Stored data entries:
┌──
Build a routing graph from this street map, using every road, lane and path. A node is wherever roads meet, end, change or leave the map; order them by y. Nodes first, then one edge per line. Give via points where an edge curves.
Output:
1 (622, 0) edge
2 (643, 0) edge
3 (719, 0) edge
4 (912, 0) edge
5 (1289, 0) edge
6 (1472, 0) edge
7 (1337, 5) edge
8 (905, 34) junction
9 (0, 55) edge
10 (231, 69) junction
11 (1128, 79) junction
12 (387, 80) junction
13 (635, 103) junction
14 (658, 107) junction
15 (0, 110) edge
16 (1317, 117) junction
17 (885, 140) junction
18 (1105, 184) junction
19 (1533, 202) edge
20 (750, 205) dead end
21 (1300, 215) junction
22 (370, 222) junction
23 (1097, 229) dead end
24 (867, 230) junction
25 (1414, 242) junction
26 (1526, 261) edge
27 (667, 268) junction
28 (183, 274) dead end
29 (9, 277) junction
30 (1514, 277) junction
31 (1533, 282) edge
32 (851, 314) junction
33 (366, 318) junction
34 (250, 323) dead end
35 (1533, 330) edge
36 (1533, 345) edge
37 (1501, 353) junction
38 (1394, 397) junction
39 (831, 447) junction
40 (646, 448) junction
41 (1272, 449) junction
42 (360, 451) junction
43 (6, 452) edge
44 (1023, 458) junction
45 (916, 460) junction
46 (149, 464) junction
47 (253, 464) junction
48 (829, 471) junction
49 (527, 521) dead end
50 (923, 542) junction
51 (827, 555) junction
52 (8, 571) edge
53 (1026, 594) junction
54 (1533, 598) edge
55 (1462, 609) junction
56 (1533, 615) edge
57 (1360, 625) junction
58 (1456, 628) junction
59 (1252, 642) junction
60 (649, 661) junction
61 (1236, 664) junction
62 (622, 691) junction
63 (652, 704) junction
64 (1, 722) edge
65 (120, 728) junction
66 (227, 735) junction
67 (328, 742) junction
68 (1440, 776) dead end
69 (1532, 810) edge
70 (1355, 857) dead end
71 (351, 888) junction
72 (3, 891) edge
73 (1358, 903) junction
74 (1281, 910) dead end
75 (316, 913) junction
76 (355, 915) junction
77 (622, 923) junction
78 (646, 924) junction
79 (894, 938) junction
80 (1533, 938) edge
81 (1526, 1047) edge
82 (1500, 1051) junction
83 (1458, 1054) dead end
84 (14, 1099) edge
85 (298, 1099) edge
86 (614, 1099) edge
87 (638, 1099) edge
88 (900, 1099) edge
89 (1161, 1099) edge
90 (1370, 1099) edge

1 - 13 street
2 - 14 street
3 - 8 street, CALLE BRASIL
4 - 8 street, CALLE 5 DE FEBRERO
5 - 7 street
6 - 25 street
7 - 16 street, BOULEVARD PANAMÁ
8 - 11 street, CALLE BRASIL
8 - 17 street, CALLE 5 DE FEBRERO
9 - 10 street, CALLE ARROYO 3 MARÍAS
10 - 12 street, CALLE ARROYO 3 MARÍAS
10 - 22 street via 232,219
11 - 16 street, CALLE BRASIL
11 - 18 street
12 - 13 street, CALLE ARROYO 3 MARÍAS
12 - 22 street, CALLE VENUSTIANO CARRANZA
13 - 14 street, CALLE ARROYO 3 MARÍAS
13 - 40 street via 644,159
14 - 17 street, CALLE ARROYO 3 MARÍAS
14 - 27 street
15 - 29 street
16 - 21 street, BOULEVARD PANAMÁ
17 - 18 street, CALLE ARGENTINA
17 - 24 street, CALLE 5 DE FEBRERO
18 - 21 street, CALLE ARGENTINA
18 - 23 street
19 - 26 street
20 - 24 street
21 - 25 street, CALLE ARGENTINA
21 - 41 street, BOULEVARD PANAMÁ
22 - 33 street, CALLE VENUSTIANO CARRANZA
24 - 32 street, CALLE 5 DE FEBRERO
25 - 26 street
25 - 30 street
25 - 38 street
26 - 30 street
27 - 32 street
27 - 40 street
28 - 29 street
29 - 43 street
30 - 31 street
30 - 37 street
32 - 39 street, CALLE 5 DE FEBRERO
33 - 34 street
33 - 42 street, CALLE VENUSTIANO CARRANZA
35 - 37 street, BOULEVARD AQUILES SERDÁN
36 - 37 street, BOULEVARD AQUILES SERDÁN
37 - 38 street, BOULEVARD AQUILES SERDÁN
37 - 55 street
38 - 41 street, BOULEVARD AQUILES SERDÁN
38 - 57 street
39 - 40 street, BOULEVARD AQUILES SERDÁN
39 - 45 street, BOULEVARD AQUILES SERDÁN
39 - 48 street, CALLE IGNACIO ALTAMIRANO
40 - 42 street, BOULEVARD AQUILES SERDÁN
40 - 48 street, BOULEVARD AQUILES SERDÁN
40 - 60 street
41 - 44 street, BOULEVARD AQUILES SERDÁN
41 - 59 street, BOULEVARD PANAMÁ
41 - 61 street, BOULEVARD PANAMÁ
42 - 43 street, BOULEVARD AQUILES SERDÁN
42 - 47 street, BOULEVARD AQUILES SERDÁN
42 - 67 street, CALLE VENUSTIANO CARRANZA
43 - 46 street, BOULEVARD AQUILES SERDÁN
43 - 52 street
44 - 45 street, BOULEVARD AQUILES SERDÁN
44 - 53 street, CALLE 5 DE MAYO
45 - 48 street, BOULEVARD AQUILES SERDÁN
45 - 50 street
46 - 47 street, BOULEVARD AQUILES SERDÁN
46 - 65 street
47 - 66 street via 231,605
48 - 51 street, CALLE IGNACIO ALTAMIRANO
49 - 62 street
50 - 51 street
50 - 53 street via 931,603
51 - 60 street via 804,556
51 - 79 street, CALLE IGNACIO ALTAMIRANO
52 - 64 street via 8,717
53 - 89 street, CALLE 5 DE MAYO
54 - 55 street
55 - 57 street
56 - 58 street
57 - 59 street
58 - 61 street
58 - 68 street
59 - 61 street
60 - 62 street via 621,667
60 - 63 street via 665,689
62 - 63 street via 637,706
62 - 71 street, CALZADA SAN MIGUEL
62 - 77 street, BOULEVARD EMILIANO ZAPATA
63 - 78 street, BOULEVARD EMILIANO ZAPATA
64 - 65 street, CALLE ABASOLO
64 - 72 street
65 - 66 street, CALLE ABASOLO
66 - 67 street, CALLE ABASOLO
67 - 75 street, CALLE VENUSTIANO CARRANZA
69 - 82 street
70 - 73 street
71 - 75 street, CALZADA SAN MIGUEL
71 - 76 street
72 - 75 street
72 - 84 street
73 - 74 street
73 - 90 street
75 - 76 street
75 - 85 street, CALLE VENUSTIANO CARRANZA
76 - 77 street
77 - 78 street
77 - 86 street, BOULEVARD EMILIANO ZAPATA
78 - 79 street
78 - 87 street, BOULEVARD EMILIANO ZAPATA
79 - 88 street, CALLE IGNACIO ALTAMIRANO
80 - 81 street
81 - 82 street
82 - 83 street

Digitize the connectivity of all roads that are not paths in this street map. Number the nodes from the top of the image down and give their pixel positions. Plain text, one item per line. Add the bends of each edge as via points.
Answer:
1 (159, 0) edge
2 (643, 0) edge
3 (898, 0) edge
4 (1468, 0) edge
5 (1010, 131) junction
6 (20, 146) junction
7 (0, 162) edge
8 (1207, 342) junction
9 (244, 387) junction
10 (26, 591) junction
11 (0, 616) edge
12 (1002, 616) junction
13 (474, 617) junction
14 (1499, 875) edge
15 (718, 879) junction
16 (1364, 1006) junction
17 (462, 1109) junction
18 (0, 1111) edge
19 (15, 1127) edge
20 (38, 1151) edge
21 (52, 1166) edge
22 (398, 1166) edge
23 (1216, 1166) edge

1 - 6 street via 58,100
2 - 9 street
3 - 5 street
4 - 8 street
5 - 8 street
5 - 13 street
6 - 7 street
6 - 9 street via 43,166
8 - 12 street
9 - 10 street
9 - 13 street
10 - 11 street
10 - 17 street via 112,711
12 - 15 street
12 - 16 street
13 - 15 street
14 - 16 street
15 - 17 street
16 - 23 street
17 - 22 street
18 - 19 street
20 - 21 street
└──
Work to complete:
Above are the entries; copy out every line among them that contains the word "PANAMÁ".

Result of this task:
7 - 16 street, BOULEVARD PANAMÁ
16 - 21 street, BOULEVARD PANAMÁ
21 - 41 street, BOULEVARD PANAMÁ
41 - 59 street, BOULEVARD PANAMÁ
41 - 61 street, BOULEVARD PANAMÁ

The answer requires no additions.